Re: [PATCH] man ptrace: add extended description of various ptrace quirks

Denys Vlasenko <vda.linux@xxxxxxxxxxxxxx> · Mon, 27 Feb 2012 01:58:09 +0100

On Sunday 26 February 2012 19:42, Michael Kerrisk wrote:
> Hello Denys,
> 
> Below is another iteration of the ptrace.2 page with your new
> material. Could you please take a look at the page in general, and the
> FIXMEs in particular? (I'd like to get specific input from you on all
> of the FIXMEs, if possible.)
> 
> Thanks,
> 
> Michael

...
...

> As for
> .BR PTRACE_PEEKUSER ,
> the offset must typically be word-aligned.
> In order to maintain the integrity of the kernel,
> some modifications to the USER area are disallowed.
> .\" FIXME In the preceding sentence, which modifications are disallowed,
> .\" and when they are disallowed, how does userspace discover that fact?
...
> As for
> .BR PTRACE_POKEUSER ,
> some general purpose register modifications may be disallowed.
> .\" FIXME In the preceding sentence, which modifications are disallowed,
> .\" and when they are disallowed, how does userspace discover that fact?

I don't know the answer to this question.

> Use of the
> .B WNOHANG
> flag may cause
> .BR waitpid (2)
> to return 0 ("no wait results available yet")
> even if the tracer knows there should be a notification.
> Example:
> .nf
> 
>     kill(tracee, SIGKILL);
>     waitpid(tracee, &status, __WALL | WNOHANG);
> .fi
> .\" FIXME: mtk: the following comment seems to be unresolved?
> .\"        Do you want to add anything?
> .\"
> .\"     waitid usage? WNOWAIT?
> .\"     describe how wait notifications queue (or not queue)
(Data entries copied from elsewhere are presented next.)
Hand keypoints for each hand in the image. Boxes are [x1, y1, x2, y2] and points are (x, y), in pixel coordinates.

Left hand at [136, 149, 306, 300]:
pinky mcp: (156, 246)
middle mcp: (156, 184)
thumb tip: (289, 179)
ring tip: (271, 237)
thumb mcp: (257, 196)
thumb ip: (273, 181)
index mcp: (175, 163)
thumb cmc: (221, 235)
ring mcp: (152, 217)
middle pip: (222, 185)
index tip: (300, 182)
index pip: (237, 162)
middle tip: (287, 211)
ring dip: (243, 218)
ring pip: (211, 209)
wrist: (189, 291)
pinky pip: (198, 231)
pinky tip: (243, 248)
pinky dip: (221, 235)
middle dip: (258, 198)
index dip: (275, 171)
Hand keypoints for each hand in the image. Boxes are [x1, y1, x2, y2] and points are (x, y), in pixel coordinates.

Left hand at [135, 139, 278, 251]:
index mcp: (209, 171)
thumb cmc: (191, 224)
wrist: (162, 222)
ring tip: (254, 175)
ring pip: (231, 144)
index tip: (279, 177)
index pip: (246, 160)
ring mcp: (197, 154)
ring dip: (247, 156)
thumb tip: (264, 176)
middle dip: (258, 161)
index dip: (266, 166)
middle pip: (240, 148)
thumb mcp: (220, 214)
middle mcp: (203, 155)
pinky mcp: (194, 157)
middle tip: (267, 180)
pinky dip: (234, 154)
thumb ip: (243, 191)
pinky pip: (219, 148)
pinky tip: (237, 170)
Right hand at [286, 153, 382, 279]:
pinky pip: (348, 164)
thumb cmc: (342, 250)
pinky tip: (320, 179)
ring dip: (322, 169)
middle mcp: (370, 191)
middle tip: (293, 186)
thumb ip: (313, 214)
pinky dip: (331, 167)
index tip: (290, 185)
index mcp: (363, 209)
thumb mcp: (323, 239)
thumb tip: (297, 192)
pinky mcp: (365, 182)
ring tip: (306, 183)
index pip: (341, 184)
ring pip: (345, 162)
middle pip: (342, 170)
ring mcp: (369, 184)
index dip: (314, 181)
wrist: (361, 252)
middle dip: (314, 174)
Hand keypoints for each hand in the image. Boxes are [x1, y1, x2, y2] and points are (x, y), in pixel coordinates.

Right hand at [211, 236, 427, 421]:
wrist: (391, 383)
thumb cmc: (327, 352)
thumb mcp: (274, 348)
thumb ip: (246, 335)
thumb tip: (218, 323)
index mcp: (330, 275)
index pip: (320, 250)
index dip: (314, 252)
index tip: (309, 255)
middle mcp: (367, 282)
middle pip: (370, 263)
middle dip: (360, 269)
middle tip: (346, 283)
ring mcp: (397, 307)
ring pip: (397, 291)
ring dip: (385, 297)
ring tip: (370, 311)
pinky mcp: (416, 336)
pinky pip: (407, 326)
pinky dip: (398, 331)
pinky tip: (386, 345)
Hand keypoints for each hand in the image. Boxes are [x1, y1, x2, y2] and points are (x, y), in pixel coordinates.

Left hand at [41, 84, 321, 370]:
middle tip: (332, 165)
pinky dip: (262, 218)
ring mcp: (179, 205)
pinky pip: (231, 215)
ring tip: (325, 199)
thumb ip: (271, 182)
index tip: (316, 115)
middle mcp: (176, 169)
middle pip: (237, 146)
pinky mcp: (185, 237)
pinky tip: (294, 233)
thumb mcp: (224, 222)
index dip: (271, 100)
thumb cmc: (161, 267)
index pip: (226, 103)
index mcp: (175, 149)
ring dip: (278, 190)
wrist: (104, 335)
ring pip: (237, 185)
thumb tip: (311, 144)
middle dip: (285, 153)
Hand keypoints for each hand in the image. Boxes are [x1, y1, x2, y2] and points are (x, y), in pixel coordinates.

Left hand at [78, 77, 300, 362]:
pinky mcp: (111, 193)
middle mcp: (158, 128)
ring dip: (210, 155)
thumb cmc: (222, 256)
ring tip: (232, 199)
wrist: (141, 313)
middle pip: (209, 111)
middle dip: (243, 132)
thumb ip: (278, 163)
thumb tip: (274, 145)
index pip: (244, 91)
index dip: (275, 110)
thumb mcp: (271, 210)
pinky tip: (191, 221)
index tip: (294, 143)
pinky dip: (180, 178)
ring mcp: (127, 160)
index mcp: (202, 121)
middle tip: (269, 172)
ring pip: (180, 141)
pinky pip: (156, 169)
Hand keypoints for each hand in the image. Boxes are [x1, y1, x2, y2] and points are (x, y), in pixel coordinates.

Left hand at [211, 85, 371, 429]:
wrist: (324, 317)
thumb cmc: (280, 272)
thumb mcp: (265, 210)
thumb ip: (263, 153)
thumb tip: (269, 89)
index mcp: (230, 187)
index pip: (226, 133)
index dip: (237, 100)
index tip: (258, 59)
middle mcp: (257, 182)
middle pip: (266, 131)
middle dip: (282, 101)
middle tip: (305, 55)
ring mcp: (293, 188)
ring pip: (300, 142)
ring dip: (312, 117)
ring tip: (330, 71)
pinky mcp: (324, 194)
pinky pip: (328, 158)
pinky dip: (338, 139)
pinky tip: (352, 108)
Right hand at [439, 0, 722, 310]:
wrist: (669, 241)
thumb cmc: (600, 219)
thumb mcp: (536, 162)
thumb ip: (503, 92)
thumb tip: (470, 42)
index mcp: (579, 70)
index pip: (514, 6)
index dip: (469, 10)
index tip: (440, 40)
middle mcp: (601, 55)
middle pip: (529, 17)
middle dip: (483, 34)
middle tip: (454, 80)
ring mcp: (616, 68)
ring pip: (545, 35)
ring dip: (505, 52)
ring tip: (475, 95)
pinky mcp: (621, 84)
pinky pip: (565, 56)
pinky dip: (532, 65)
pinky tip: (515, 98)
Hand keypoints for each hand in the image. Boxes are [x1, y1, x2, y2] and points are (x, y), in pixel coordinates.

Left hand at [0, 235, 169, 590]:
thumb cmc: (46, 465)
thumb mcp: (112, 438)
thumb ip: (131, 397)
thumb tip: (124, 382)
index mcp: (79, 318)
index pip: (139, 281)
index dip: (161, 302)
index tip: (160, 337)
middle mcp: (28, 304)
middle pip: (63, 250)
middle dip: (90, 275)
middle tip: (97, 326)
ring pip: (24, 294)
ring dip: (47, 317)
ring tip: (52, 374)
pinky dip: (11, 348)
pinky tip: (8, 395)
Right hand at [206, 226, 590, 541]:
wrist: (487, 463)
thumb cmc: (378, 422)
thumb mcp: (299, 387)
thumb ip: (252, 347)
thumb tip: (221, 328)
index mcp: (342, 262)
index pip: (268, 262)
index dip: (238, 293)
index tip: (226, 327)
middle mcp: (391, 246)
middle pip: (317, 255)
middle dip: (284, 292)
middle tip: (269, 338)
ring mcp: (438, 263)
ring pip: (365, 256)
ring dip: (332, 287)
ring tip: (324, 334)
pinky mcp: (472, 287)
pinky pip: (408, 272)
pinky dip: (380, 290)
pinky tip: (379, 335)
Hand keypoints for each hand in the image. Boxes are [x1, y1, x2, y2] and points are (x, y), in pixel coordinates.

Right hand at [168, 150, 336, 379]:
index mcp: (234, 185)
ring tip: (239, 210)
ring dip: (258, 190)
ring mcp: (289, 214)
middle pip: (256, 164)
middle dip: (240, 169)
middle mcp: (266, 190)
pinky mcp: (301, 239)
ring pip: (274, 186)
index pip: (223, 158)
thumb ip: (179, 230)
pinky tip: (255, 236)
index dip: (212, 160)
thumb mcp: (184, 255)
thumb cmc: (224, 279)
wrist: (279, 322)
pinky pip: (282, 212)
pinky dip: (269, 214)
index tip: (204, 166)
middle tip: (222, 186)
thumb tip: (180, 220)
I did not experiment with waitid and WNOWAIT flag yet.

> .LP
> The following kinds of ptrace-stops exist: signal-delivery-stops,
> group-stop, PTRACE_EVENT stops, syscall-stops
> .\"
> .\" FIXME: mtk: the following text ("[, PTRACE_SINGLESTEP...") is incomplete.
> .\"        Do you want to add anything?
> .\"
> [, PTRACE_SINGLESTEP, PTRACE_SYSEMU,
> PTRACE_SYSEMU_SINGLESTEP].

I am not familiar enough with these ptrace commands, can't add anything useful.
You can just remove the [...] part for now.

> As of kernel 2.6.38,
> after the tracer sees the tracee ptrace-stop and until it
> restarts or kills it, the tracee will not run,
> and will not send notifications (except
> .B SIGKILL
> death) to the tracer, even if the tracer enters into another
> .BR waitpid (2)
> call.
> .LP
> .\" FIXME It is unclear what "this kernel behavior" refers to.
> .\" Can show me exactly which piece of text above or below is
> .\" referred to when you say "this kernel behavior"?
> Currently, this kernel behavior
> causes a problem with transparent handling of stopping signals:
> if the tracer restarts the tracee after group-stop,
> the stopping signal
> is effectively ignored\(emthe tracee doesn't remain stopped, it runs.
> If the tracer doesn't restart the tracee before entering into the next
> .BR waitpid (2),
> future
> .B SIGCONT
> signals will not be reported to the tracer.
> This would cause
> .B SIGCONT
> to have no effect.

You seem to be asking this question repeatedly. I tried to give you
the answer several times. I don't know what is unclear here.

Ok, I will try to explain it yet again.

Let's say a tracee receives stopping signal and stops.
Tracer sees this stop via waitpid() status.
It determines that it is a group-stop.

After this, tracer has two options: (2) execute ptrace(PTRACE_CONT)
on the tracee before going back to waitpid'ing, or (2) don't
do ptrace(PTRACE_CONT), and go back to waitpid'ing.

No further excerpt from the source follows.